Jeffrey Conditionalization: a linear operator
Putting mixtures and conditionalization together we can define Jeffrey Conditionalization. I call a Jeffrey shift the following operation on a probability function designed to change the value of a given proposition A to a specified number x:
(A → x)P = xP(. |A) + (1 – x)P( . |~A), where 0 ≤ x ≤ 1 and P(A) > 0 < P(~A)
Informally: while A gets the new probability x, the ratios of the probabilities of subsets of A to each other remain the same as they were, and similarly for the ratios of the probabilities of subsets of ~A.
I’ll use a similar notation (A → x : y) for the corresponding operator on odds vectors, which changes the odds of A to ~A to x : y.
Definition. (A → x : y)v = xIAv + yI~Av, with x, y non-negative
(If x = y = 0 this is a Jeffrey shift in odds only by courtesy notation.)
When we use the matrix representation it is clear how Jeffrey Conditionalization is a straightforward generalization of ordinary conditionalization.
EXAMPLE 4. Suppose K = {x1, x2, x3, x4}, that v = <2, 3, 4, 5> and A = {x1, x3}. The current odds of A to ~A are 6 : 8 or 3 : 4 or to make the generalization more obvious, 1 : (4/3). Now if you want to double the odds for ~A, instead of multiplying by 0 for the ~A worlds, multiply by 2!
and the new odds for A against ~ A are 6 : 16 or 3 : 8 or 1 : (8/3).
EXAMPLE 5. We thought we had a fair die, and so adopted odds vector v = <1,1,1,1,1,1>. Then we learned that the even outcomes A = {2, 4, 6} are twice as likely to come up as the odd numbers.

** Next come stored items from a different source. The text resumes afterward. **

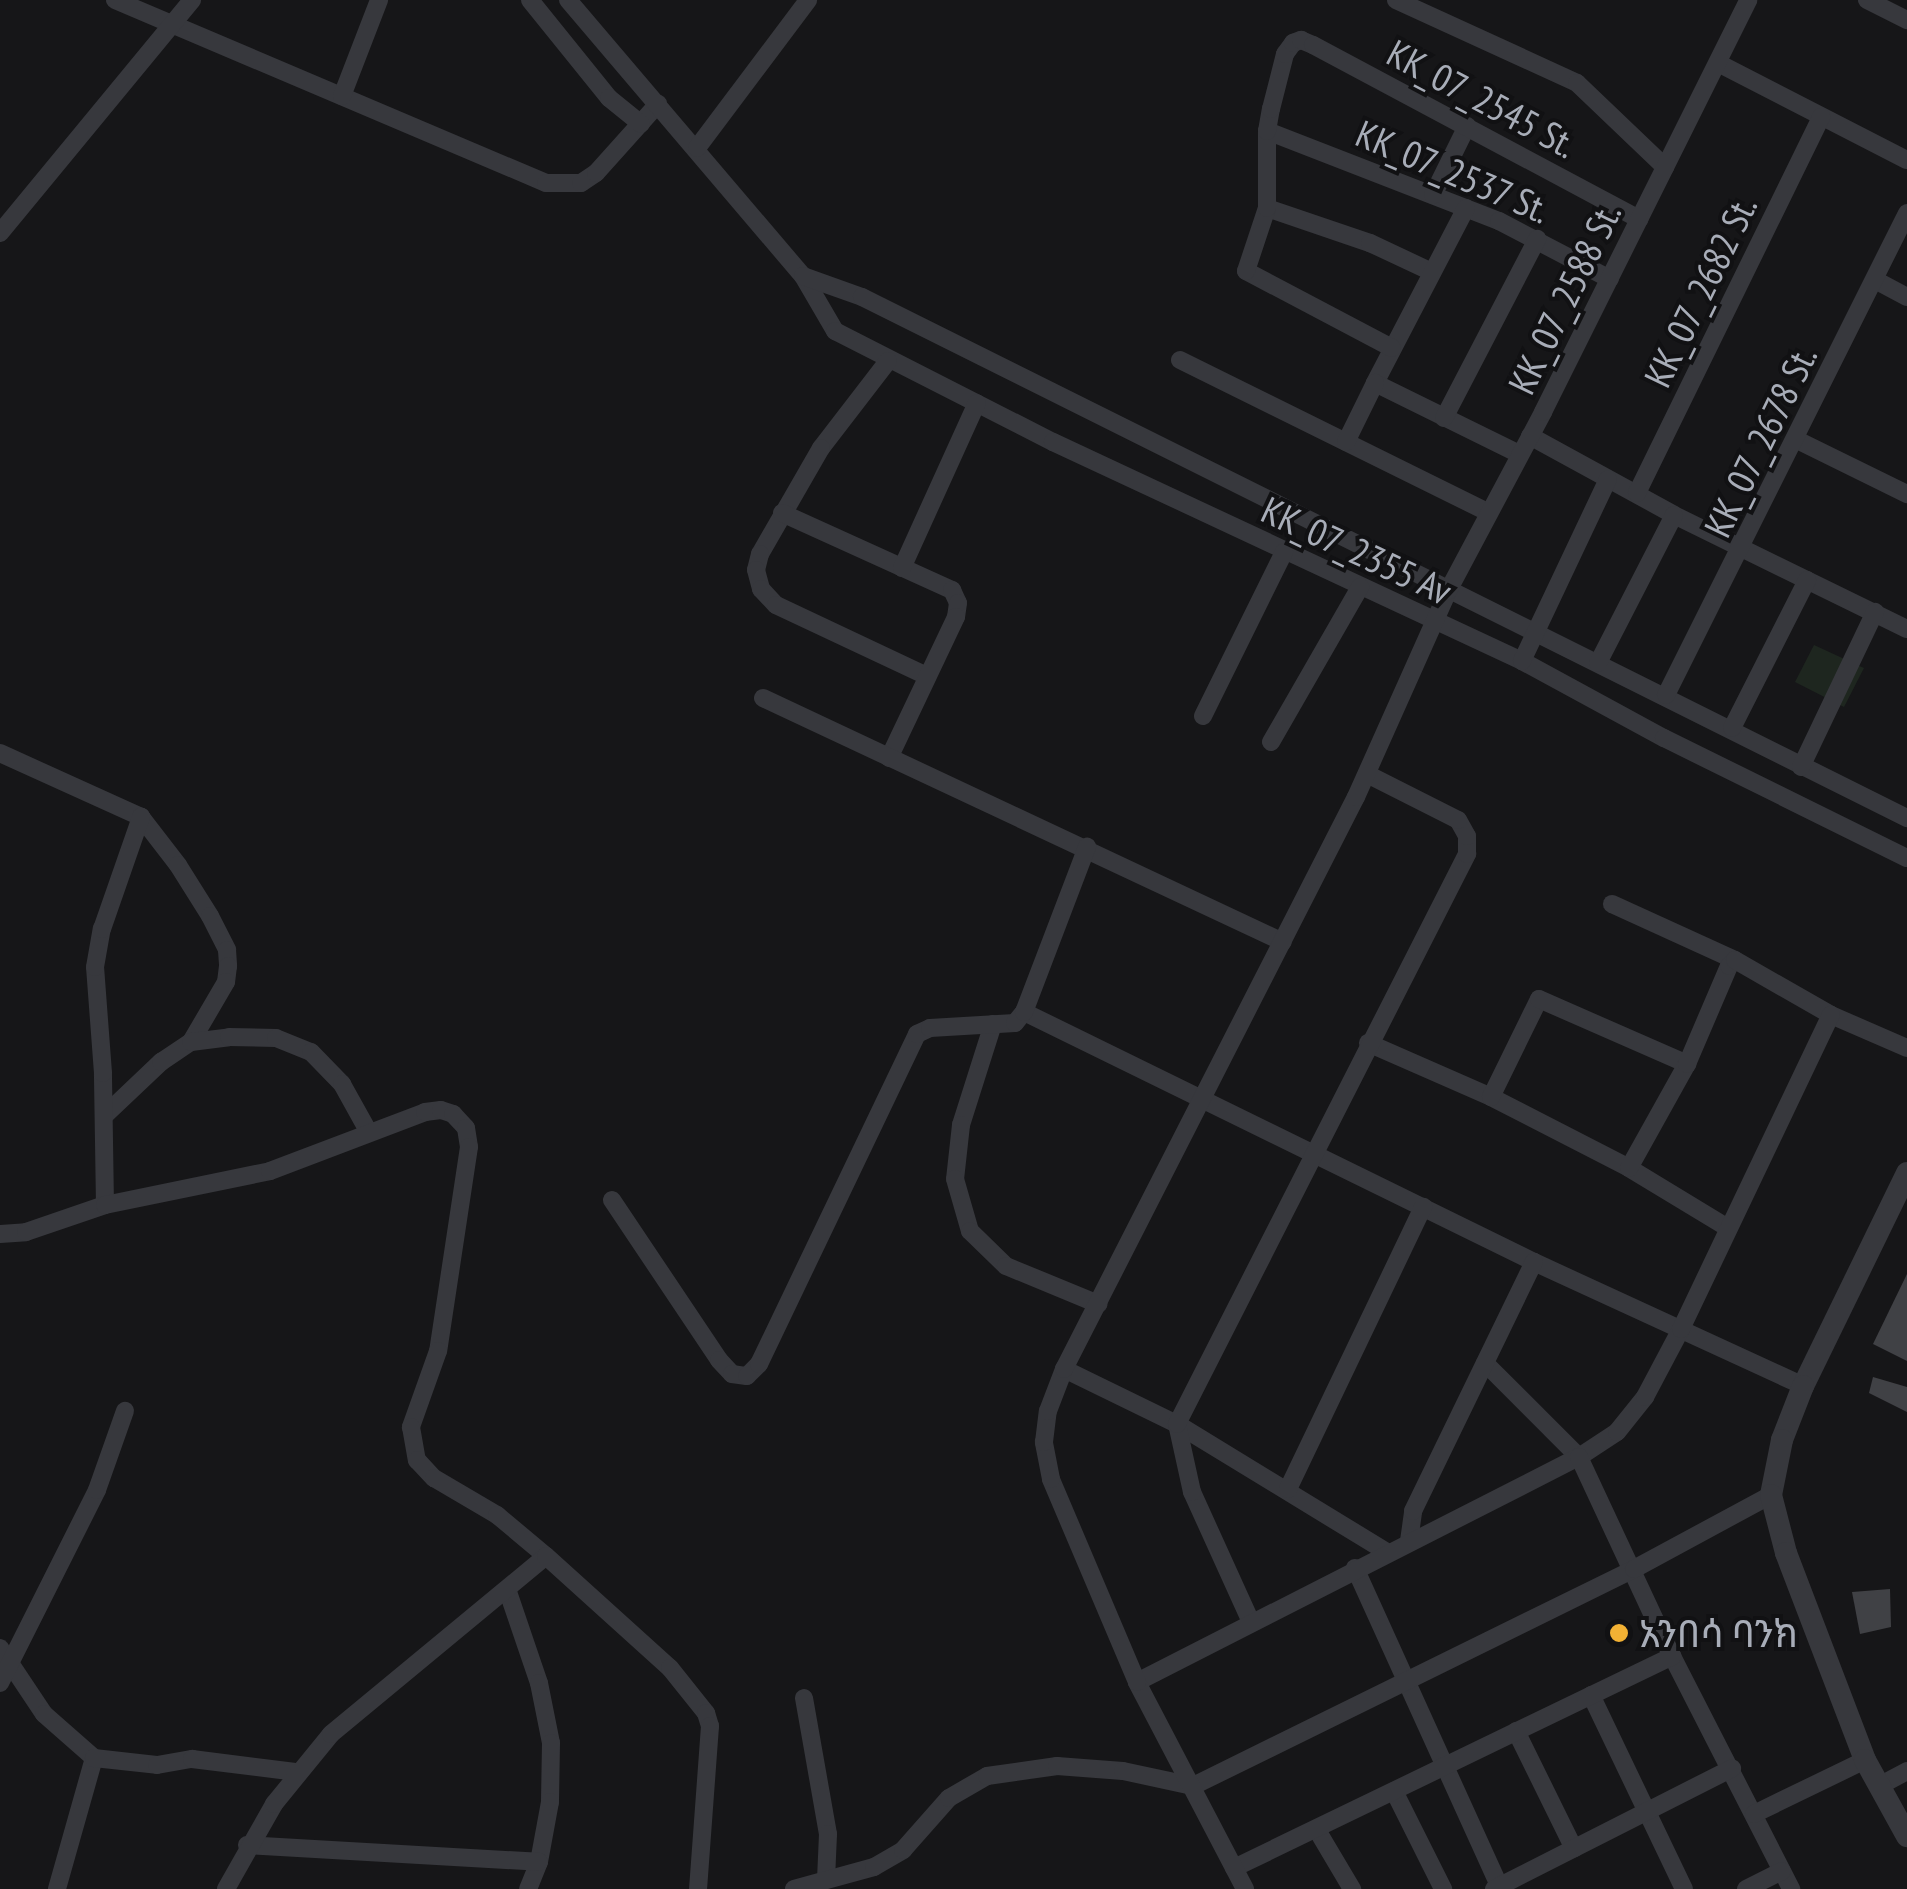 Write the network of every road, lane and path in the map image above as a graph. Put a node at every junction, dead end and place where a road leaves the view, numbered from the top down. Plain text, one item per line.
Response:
1 (115, 0) edge
2 (192, 0) edge
3 (380, 0) edge
4 (530, 0) edge
5 (568, 0) edge
6 (808, 0) edge
7 (1396, 0) edge
8 (1748, 0) edge
9 (1876, 2) edge
10 (1907, 20) edge
11 (172, 24) junction
12 (1718, 63) junction
13 (342, 96) junction
14 (658, 104) junction
15 (1821, 118) junction
16 (640, 124) junction
17 (1466, 126) junction
18 (1267, 130) junction
19 (697, 148) junction
20 (1907, 160) edge
21 (1665, 167) junction
22 (1432, 195) junction
23 (1267, 208) junction
24 (1466, 208) junction
25 (1907, 213) edge
26 (1639, 219) junction
27 (0, 233) edge
28 (1537, 239) junction
29 (1432, 272) junction
30 (803, 276) junction
31 (1610, 278) junction
32 (1877, 281) junction
33 (1907, 297) edge
34 (1392, 348) junction
35 (1180, 360) dead end
36 (888, 361) junction
37 (1375, 382) junction
38 (977, 403) junction
39 (1444, 418) junction
40 (1530, 436) junction
41 (1795, 439) junction
42 (1346, 442) junction
43 (1519, 454) junction
44 (1608, 480) junction
45 (1637, 492) junction
46 (1907, 494) edge
47 (1488, 512) junction
48 (782, 513) junction
49 (1674, 515) junction
50 (1743, 549) junction
51 (1284, 552) junction
52 (902, 568) junction
53 (1807, 580) junction
54 (1360, 587) junction
55 (1448, 591) junction
56 (1875, 612) junction
57 (1433, 622) junction
58 (1907, 629) edge
59 (1536, 630) junction
60 (1522, 661) junction
61 (1598, 663) junction
62 (927, 676) junction
63 (1666, 696) junction
64 (763, 698) dead end
65 (1203, 716) dead end
66 (1732, 728) junction
67 (1271, 742) dead end
68 (0, 753) edge
69 (889, 758) junction
70 (1801, 766) junction
71 (1367, 774) junction
72 (142, 817) junction
73 (1907, 818) edge
74 (1087, 847) junction
75 (1907, 858) edge
76 (1612, 904) dead end
77 (1283, 942) junction
78 (1736, 960) junction
79 (1024, 1012) junction
80 (1832, 1015) junction
81 (994, 1024) junction
82 (191, 1042) junction
83 (1368, 1043) junction
84 (1907, 1048) edge
85 (1687, 1064) junction
86 (1203, 1096) junction
87 (1491, 1096) junction
88 (104, 1116) junction
89 (368, 1131) junction
90 (1313, 1153) junction
91 (1629, 1168) junction
92 (1907, 1173) edge
93 (612, 1200) dead end
94 (105, 1206) junction
95 (1423, 1206) junction
96 (1728, 1228) junction
97 (0, 1234) edge
98 (1534, 1262) junction
99 (1098, 1304) junction
100 (1682, 1329) junction
101 (1485, 1363) junction
102 (1064, 1369) junction
103 (1803, 1386) junction
104 (125, 1410) dead end
105 (1177, 1424) junction
106 (1579, 1456) junction
107 (1288, 1489) junction
108 (1771, 1495) junction
109 (1409, 1541) junction
110 (1387, 1552) junction
111 (546, 1556) junction
112 (1355, 1568) junction
113 (1634, 1569) junction
114 (508, 1592) junction
115 (1251, 1622) junction
116 (6, 1655) edge
117 (1672, 1656) junction
118 (1137, 1682) junction
119 (1406, 1682) junction
120 (0, 1683) edge
121 (1591, 1695) junction
122 (804, 1698) dead end
123 (1516, 1732) junction
124 (94, 1758) junction
125 (1865, 1760) junction
126 (1445, 1767) junction
127 (1732, 1768) junction
128 (1907, 1771) edge
129 (297, 1772) junction
130 (1193, 1786) junction
131 (1880, 1786) junction
132 (1394, 1792) junction
133 (1645, 1813) junction
134 (1754, 1814) junction
135 (1317, 1830) junction
136 (1907, 1836) edge
137 (247, 1846) junction
138 (1574, 1850) junction
139 (540, 1862) junction
140 (1234, 1868) junction
141 (1782, 1870) junction
142 (826, 1880) junction
143 (1529, 1882) edge
144 (1496, 1888) edge
145 (57, 1889) edge
146 (226, 1889) edge
147 (528, 1889) edge
148 (698, 1889) edge
149 (794, 1889) edge
150 (1245, 1889) edge
151 (1352, 1889) edge
152 (1442, 1889) edge
153 (1684, 1889) edge
154 (1746, 1889) edge
155 (1791, 1889) edge

1 - 11 street
2 - 11 street
3 - 13 street
4 - 16 street
5 - 14 street, KK_07_2355 Av
6 - 19 street
7 - 21 street
8 - 12 street, KK_07_2588 St.
9 - 10 street
11 - 13 street
11 - 27 street
12 - 15 street
12 - 21 street, KK_07_2588 St.
13 - 16 street
14 - 16 street
14 - 19 street, KK_07_2355 Av
15 - 20 street
15 - 45 street, KK_07_2682 St.
17 - 18 street, KK_07_2545 St.
17 - 22 street
17 - 26 street, KK_07_2545 St.
18 - 22 street, KK_07_2537 St.
18 - 23 street
19 - 30 street, KK_07_2355 Av
21 - 26 street, KK_07_2588 St.
22 - 24 street, KK_07_2537 St.
23 - 29 street
23 - 34 street
24 - 28 street, KK_07_2537 St.
24 - 29 street
25 - 32 street, KK_07_2678 St.
26 - 31 street, KK_07_2588 St.
28 - 31 street, KK_07_2537 St.
28 - 39 street
29 - 34 street
30 - 36 street, KK_07_2355 Av
30 - 55 street, KK_07_2355 Av
31 - 40 street, KK_07_2588 St.
32 - 33 street
32 - 41 street, KK_07_2678 St.
34 - 37 street
35 - 42 street
36 - 38 street, KK_07_2355 Av
36 - 48 street
37 - 39 street
37 - 42 street
38 - 51 street, KK_07_2355 Av
38 - 52 street
39 - 43 street
40 - 43 street, KK_07_2588 St.
40 - 44 street
41 - 46 street
41 - 50 street, KK_07_2678 St.
42 - 47 street
43 - 47 street, KK_07_2588 St.
44 - 45 street
44 - 59 street
45 - 49 street
47 - 55 street, KK_07_2588 St.
48 - 52 street
48 - 62 street
49 - 50 street
49 - 61 street
50 - 53 street
50 - 63 street, KK_07_2678 St.
51 - 54 street, KK_07_2355 Av
51 - 65 street
52 - 62 street
53 - 56 street
53 - 66 street
54 - 57 street, KK_07_2355 Av
54 - 67 street
55 - 57 street, KK_07_2588 St.
55 - 59 street, KK_07_2355 Av
56 - 58 street
56 - 70 street
57 - 60 street, KK_07_2355 Av
57 - 71 street, KK_07_2588 St.
59 - 60 street
59 - 61 street, KK_07_2355 Av
60 - 75 street, KK_07_2355 Av
61 - 63 street, KK_07_2355 Av
62 - 69 street
63 - 66 street, KK_07_2355 Av
64 - 69 street
66 - 70 street, KK_07_2355 Av
68 - 72 street
69 - 74 street
70 - 73 street, KK_07_2355 Av
71 - 77 street, KK_07_2588 St.
71 - 83 street
72 - 82 street
72 - 88 street
74 - 77 street
74 - 79 street
76 - 78 street
77 - 86 street, KK_07_2588 St.
78 - 80 street
78 - 85 street
79 - 81 street
79 - 86 street
80 - 84 street
80 - 96 street
81 - 93 street
81 - 99 street
82 - 88 street
82 - 89 street
83 - 87 street
83 - 90 street
85 - 87 street
85 - 91 street
86 - 90 street
86 - 99 street, KK_07_2588 St.
87 - 91 street
88 - 94 street
89 - 94 street
89 - 111 street
90 - 95 street
90 - 105 street
91 - 96 street
92 - 103 street
94 - 97 street
95 - 98 street
95 - 107 street
96 - 100 street
98 - 100 street
98 - 101 street
99 - 102 street, KK_07_2588 St.
100 - 103 street
100 - 106 street
101 - 106 street
101 - 109 street
102 - 105 street
102 - 118 street, KK_07_2588 St.
103 - 108 street
104 - 116 street
105 - 107 street
105 - 115 street
106 - 109 street
106 - 113 street
107 - 110 street
108 - 113 street
108 - 125 street
109 - 110 street
110 - 112 street
111 - 114 street
111 - 148 street
112 - 115 street
112 - 119 street
113 - 117 street
113 - 119 street
114 - 129 street
114 - 139 street
115 - 118 street
116 - 120 street
116 - 124 street
117 - 121 street
117 - 127 street
118 - 130 street, KK_07_2588 St.
119 - 126 street
119 - 130 street
121 - 123 street
121 - 133 street
122 - 142 street
123 - 126 street
123 - 138 street
124 - 129 street
124 - 145 street
125 - 131 street
125 - 134 street
126 - 132 street
126 - 144 street
127 - 133 street
127 - 134 street
128 - 131 street
129 - 137 street
130 - 140 street, KK_07_2588 St.
130 - 142 street
131 - 136 street
132 - 135 street
132 - 152 street
133 - 138 street
133 - 153 street
134 - 141 street
135 - 140 street
135 - 151 street
137 - 139 street
137 - 146 street
138 - 143 street
139 - 147 street
140 - 150 street, KK_07_2588 St.
141 - 154 street
141 - 155 street
142 - 149 street
143 - 144 street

So we update to the odds vector <1, 2, 1, 2, 1, 2>. What was that? It was the Jeffrey shift:
(A → 2:1)v = 1I{1, 3, 5}v + 2I{2, 4, 6}v
= <1, 2, 1, 2, 1, 2>
Orthogonal decomposition
A partition in model M = <K, F, PP> is an set of mutually disjoint propositions which is exhaustive, that is, its union is K. If S = {B1, … , Bm} and P is a probability function then the law of total probability says:
P = P(B1)P(. |B1) + … + P(Bm)P(. |Bm)
The components P(. |Bj), j = 1, …, m are mutually orthogonal, by the following definition:
Definition. If P and P’ are probability functions defined on the same algebra F then P is orthogonal to P’ if and only if there is a proposition A in F such that P(A) = 1 and P’(A) = 0.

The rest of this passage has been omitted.